Assigned task:
Could you please retype exactly the lines from the start of the records below through the line that contains "Please list the", both included, and leave out the pictures?
(Input records begins)
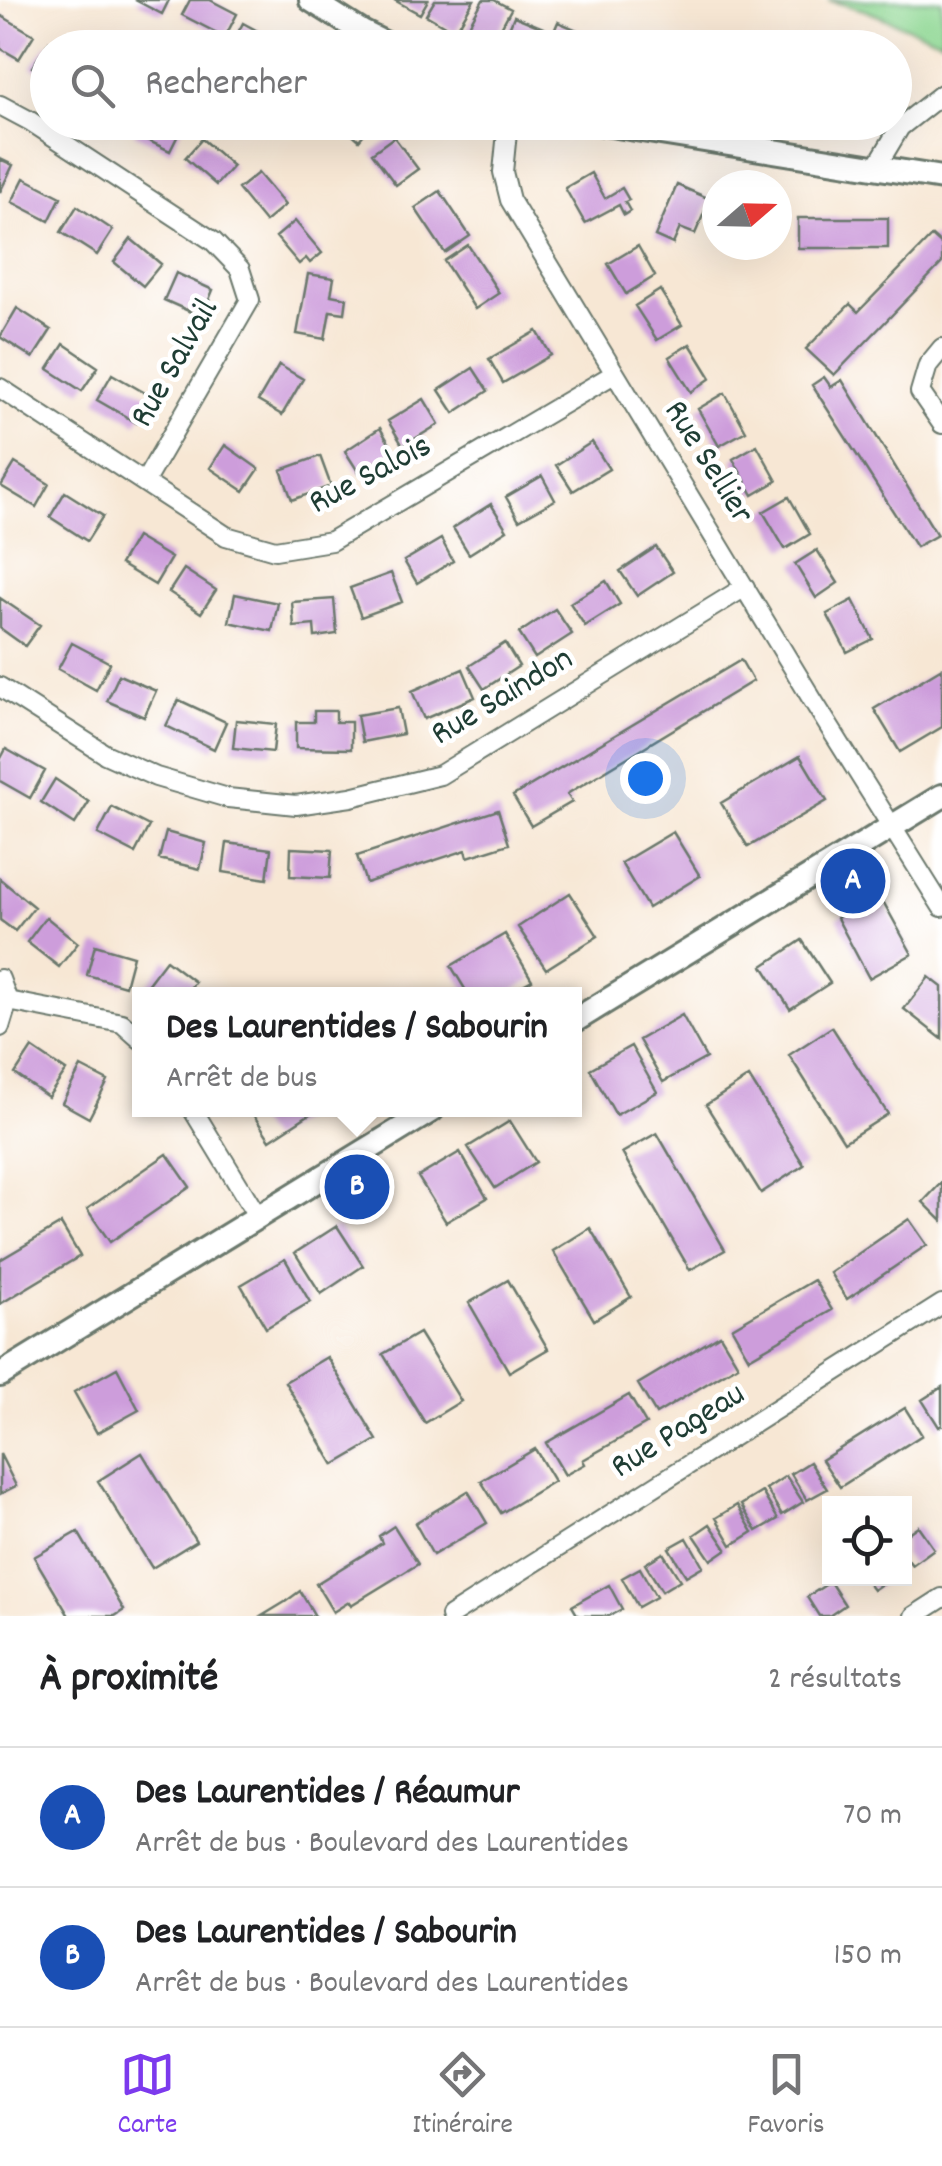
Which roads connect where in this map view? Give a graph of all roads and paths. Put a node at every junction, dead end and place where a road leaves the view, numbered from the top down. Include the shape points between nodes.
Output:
1 (312, 0) edge
2 (359, 30) edge
3 (942, 94) edge
4 (0, 105) edge
5 (912, 118) edge
6 (30, 122) edge
7 (58, 140) edge
8 (506, 140) edge
9 (703, 140) edge
10 (892, 140) edge
11 (875, 168) junction
12 (942, 178) edge
13 (942, 348) edge
14 (614, 374) junction
15 (0, 388) edge
16 (942, 424) edge
17 (145, 481) junction
18 (745, 587) junction
19 (0, 687) edge
20 (942, 796) edge
21 (890, 827) junction
22 (942, 906) edge
23 (0, 979) edge
24 (8, 1000) junction
25 (582, 1017) edge
26 (0, 1027) edge
27 (132, 1032) edge
28 (197, 1117) edge
29 (421, 1117) edge
30 (258, 1217) junction
31 (942, 1304) edge
32 (0, 1375) edge
33 (942, 1598) edge
34 (450, 1616) edge
35 (914, 1616) edge

1 - 2 street
3 - 5 street
4 - 6 street, Rue Salvail
7 - 17 street, Rue Salvail via 213,241 240,269 250,300
8 - 14 street, Rue Sellier via 502,172 510,200
9 - 11 street
10 - 11 street
11 - 12 street
13 - 16 street via 920,392
14 - 17 street, Rue Salois via 331,541 275,550 226,536
14 - 18 street, Rue Sellier
15 - 17 street, Rue Salois
18 - 19 street, Rue Saindon via 440,775 296,805 228,798 156,777 104,754
18 - 21 street, Rue Sellier
20 - 21 street
21 - 22 street, Rue Sellier
21 - 25 street
23 - 24 street
24 - 26 street
24 - 27 street via 122,1023
28 - 30 street
29 - 30 street
30 - 32 street
31 - 34 street, Rue Pageau
33 - 35 street

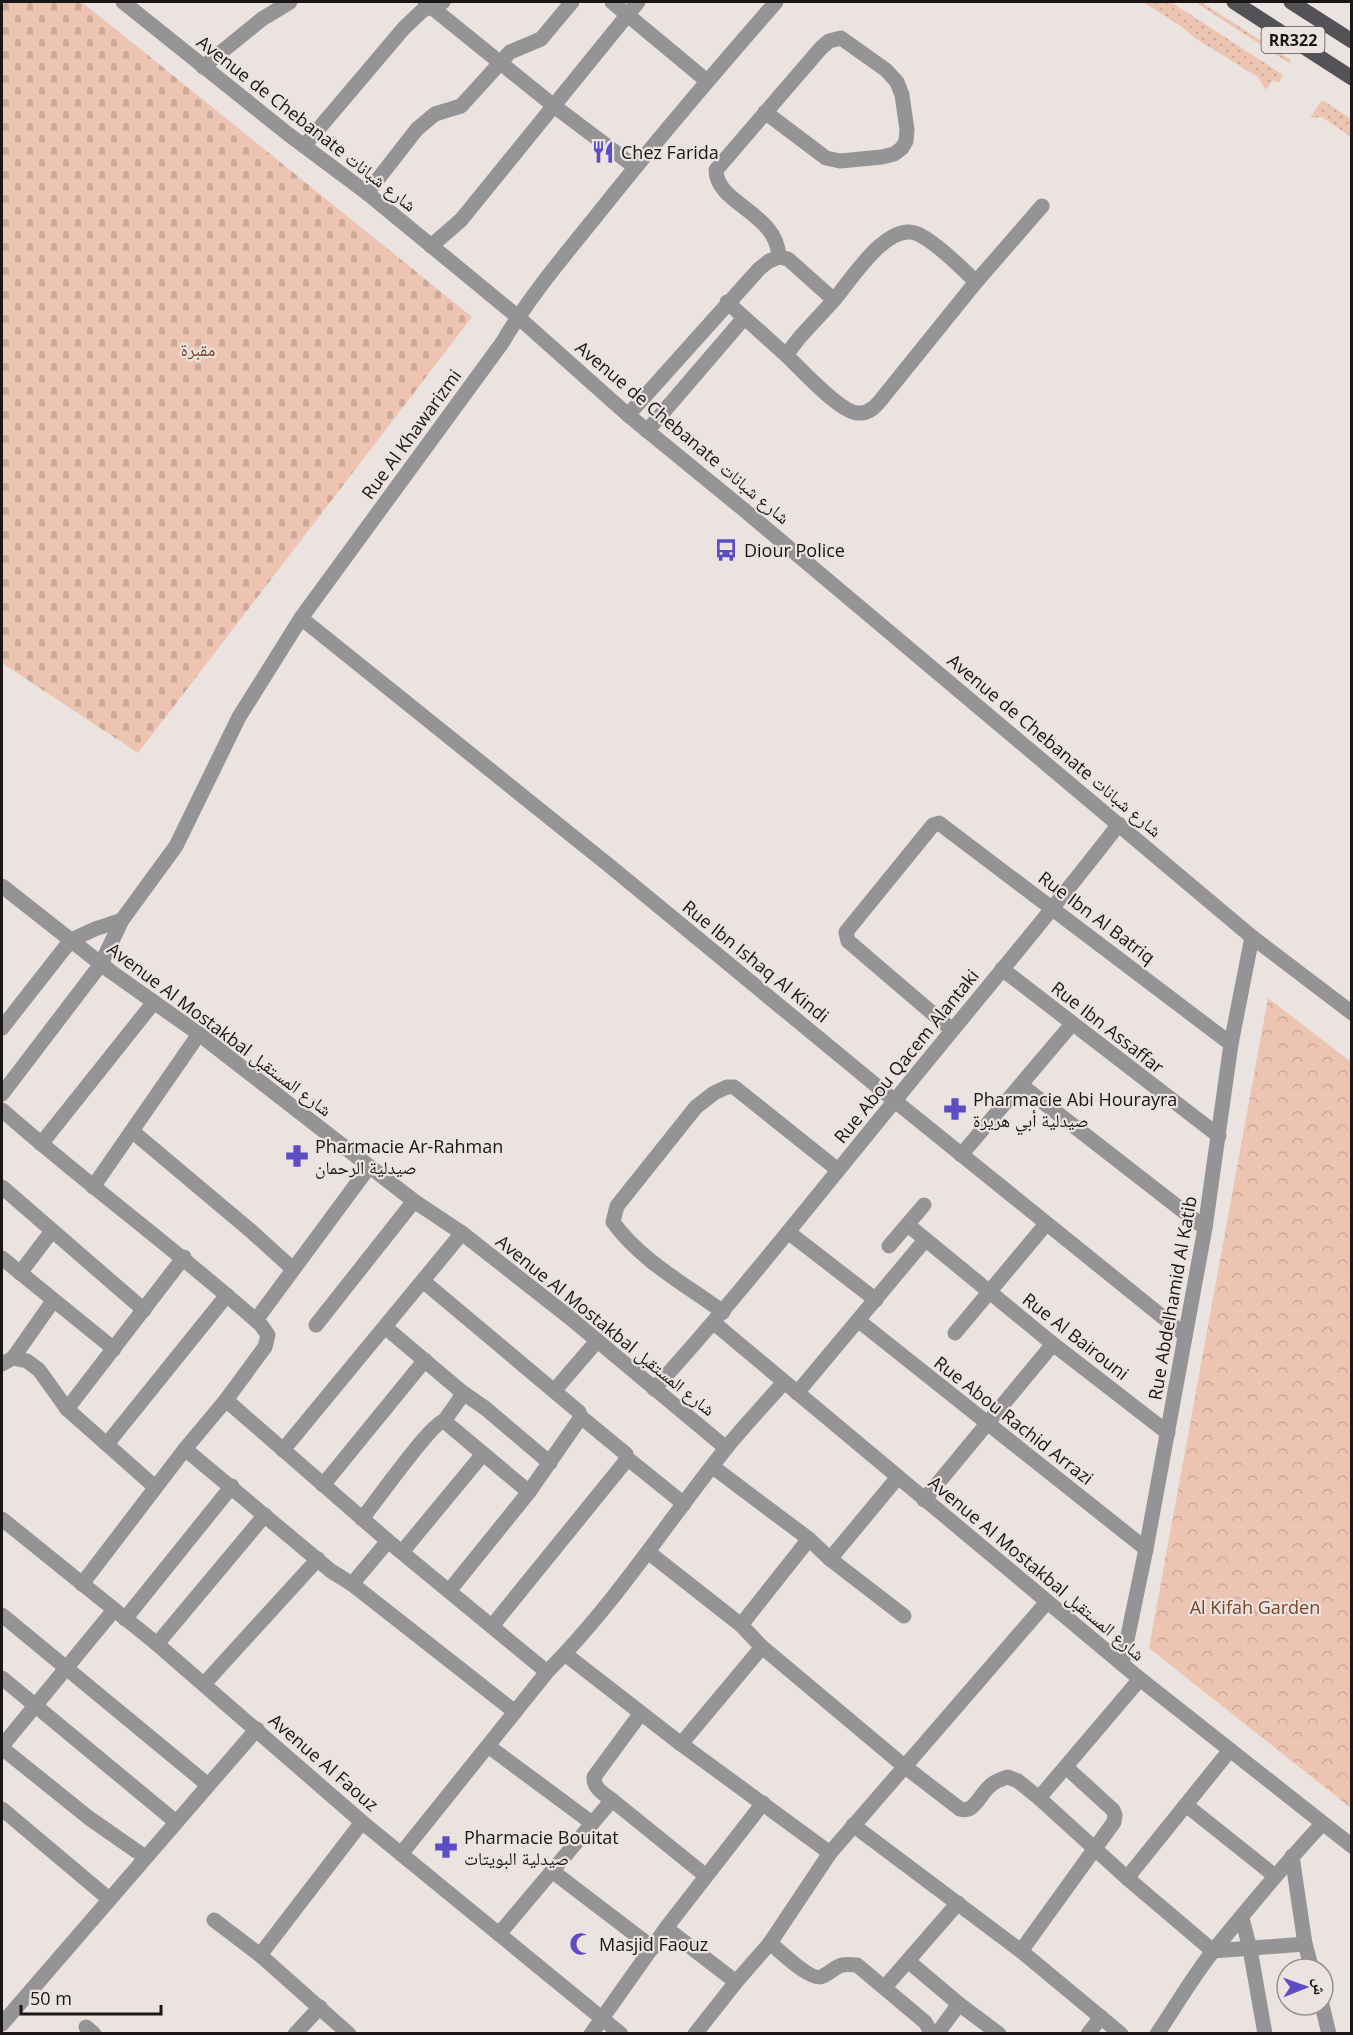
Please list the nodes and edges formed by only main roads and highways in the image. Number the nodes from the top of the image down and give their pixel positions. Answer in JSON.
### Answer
{"nodes":[{"id":1,"x":1234,"y":2,"type":"edge"},
{"id":2,"x":1292,"y":2,"type":"edge"},
{"id":3,"x":1352,"y":41,"type":"edge"},
{"id":4,"x":1352,"y":78,"type":"edge"}],
"edges":[{"from":1,"to":4,"type":"main road","number":"RR322"},
{"from":2,"to":3,"type":"main road","number":"RR322"}]}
(Input records ends)
Solution:
Which roads connect where in this map view? Give a graph of all roads and paths. Put a node at every junction, dead end and place where a road leaves the view, numbered from the top down. Include the shape points between nodes.
Output:
1 (312, 0) edge
2 (359, 30) edge
3 (942, 94) edge
4 (0, 105) edge
5 (912, 118) edge
6 (30, 122) edge
7 (58, 140) edge
8 (506, 140) edge
9 (703, 140) edge
10 (892, 140) edge
11 (875, 168) junction
12 (942, 178) edge
13 (942, 348) edge
14 (614, 374) junction
15 (0, 388) edge
16 (942, 424) edge
17 (145, 481) junction
18 (745, 587) junction
19 (0, 687) edge
20 (942, 796) edge
21 (890, 827) junction
22 (942, 906) edge
23 (0, 979) edge
24 (8, 1000) junction
25 (582, 1017) edge
26 (0, 1027) edge
27 (132, 1032) edge
28 (197, 1117) edge
29 (421, 1117) edge
30 (258, 1217) junction
31 (942, 1304) edge
32 (0, 1375) edge
33 (942, 1598) edge
34 (450, 1616) edge
35 (914, 1616) edge

1 - 2 street
3 - 5 street
4 - 6 street, Rue Salvail
7 - 17 street, Rue Salvail via 213,241 240,269 250,300
8 - 14 street, Rue Sellier via 502,172 510,200
9 - 11 street
10 - 11 street
11 - 12 street
13 - 16 street via 920,392
14 - 17 street, Rue Salois via 331,541 275,550 226,536
14 - 18 street, Rue Sellier
15 - 17 street, Rue Salois
18 - 19 street, Rue Saindon via 440,775 296,805 228,798 156,777 104,754
18 - 21 street, Rue Sellier
20 - 21 street
21 - 22 street, Rue Sellier
21 - 25 street
23 - 24 street
24 - 26 street
24 - 27 street via 122,1023
28 - 30 street
29 - 30 street
30 - 32 street
31 - 34 street, Rue Pageau
33 - 35 street

Please list the nodes and edges formed by only main roads and highways in the image. Number the nodes from the top of the image down and give their pixel positions. Answer in JSON.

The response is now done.